Hans Abrahamsen's _let me tell you_ - 2014
Second place goes to James MacMillan's 2009 violin concerto


----------



## Ethereality (Apr 6, 2019)

My own. A joyous experience. Though the majority of it is stored above.


----------



## Rogerx (Apr 27, 2018)

Berg: Lyric Suite For String Quartet (1926) - Version with Soprano and Wozzeck


----------



## MatthewWeflen (Jan 24, 2019)

Although I have a fair number of pieces composed afterwards, Strauss' Metamorphosen is the latest piece (and thus composer) I listen to with frequency.


----------



## Fabulin (Jun 10, 2019)

I don't think I listen to that much music on a repeat at all.

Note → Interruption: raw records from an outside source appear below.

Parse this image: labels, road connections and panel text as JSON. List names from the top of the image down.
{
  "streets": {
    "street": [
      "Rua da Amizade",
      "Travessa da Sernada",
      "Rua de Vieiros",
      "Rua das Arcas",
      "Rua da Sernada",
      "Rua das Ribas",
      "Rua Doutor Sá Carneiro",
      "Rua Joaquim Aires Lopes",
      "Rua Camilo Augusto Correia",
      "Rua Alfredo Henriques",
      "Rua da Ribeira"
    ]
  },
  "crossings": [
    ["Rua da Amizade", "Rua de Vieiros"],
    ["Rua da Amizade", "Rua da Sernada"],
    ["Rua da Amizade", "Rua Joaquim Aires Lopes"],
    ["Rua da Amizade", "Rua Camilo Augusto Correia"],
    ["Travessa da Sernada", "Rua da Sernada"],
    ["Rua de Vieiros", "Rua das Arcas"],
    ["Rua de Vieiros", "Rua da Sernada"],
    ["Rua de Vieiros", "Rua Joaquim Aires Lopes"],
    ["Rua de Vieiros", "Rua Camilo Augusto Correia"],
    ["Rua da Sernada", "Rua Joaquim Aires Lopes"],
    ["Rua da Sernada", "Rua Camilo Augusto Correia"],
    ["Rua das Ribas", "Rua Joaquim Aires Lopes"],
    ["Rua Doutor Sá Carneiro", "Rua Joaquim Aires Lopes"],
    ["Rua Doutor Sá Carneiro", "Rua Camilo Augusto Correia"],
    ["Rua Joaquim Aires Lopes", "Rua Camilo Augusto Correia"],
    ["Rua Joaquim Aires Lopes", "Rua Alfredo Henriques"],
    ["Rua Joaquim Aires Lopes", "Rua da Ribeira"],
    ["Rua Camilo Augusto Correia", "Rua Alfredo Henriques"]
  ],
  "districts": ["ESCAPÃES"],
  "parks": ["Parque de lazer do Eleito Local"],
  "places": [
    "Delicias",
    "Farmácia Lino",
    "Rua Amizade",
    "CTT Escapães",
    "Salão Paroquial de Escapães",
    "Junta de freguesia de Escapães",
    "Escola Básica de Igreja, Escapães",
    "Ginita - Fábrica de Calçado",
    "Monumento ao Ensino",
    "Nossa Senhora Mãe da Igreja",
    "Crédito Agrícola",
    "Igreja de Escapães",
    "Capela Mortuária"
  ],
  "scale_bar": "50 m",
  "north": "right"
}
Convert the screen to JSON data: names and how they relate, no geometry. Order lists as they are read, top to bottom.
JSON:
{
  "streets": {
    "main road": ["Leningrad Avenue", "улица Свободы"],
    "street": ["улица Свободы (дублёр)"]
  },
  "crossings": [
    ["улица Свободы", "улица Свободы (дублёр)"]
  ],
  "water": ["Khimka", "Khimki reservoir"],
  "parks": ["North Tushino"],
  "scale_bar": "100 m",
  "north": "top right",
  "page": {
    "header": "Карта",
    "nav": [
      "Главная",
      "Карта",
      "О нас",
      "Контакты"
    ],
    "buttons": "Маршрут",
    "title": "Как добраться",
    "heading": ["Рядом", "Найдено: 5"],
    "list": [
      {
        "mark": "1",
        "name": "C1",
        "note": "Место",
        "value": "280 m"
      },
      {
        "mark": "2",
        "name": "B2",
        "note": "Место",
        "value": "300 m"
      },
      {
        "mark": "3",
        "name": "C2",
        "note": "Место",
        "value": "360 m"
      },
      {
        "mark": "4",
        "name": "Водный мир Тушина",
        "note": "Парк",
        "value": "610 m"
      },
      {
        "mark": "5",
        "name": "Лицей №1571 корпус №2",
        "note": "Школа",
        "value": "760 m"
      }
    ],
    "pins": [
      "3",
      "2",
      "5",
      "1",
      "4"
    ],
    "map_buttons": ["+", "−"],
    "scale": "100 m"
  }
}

I am constantly discovering new composers and new works, which doesn't leave me much time or will to revisit already known music. At least as long as further discoveries are so rewarding. 

When you further substract film scores, where the whole Renaissance in the 20th century was (Korngold, Herrmann, Williams, even Shostakovich), the number of repeats that would qualify as "with any frequency" are very low.

*sigh* but let's say Shostakovich. Even with a hectic discovery schedule, I find some time to listen to a cookie or two of his concert music. Sometimes.


----------



## Art Rock (Nov 28, 2009)

Plenty of living composers get a regular spin in my CD player.


----------



## Enthusiast (Mar 5, 2016)

I listen a lot to music by George Benjamin and by Birtwistle. And I'm sure there are many others who I found it rewarding to follow closely.


----------



## Xisten267 (Sep 2, 2018)

I know almost nothing about contemporary classical, but occasionally I listen to Glass, Whitacre and Pärt due to their popularity. But the latest composer I listen somewhat regularly is still Shostakovich.


----------



## elgar's ghost (Aug 8, 2010)

Thomas Adès and Michael Daugherty, although I admit to not keeping abreast with the 21st century scene in general.


----------



## tdc (Jan 17, 2011)

There are a handful of composers I listen to most often, among them Rodrigo composed the most recent music (into the '90's). I do also sometimes listen to some living composers like Reich, Glass and Gubaidulina among others, but less frequently. However sometimes I will fall in love with a certain work and binge on it for a while. For example Reich's Desert Music and Gubaidulina's Viola Concerto.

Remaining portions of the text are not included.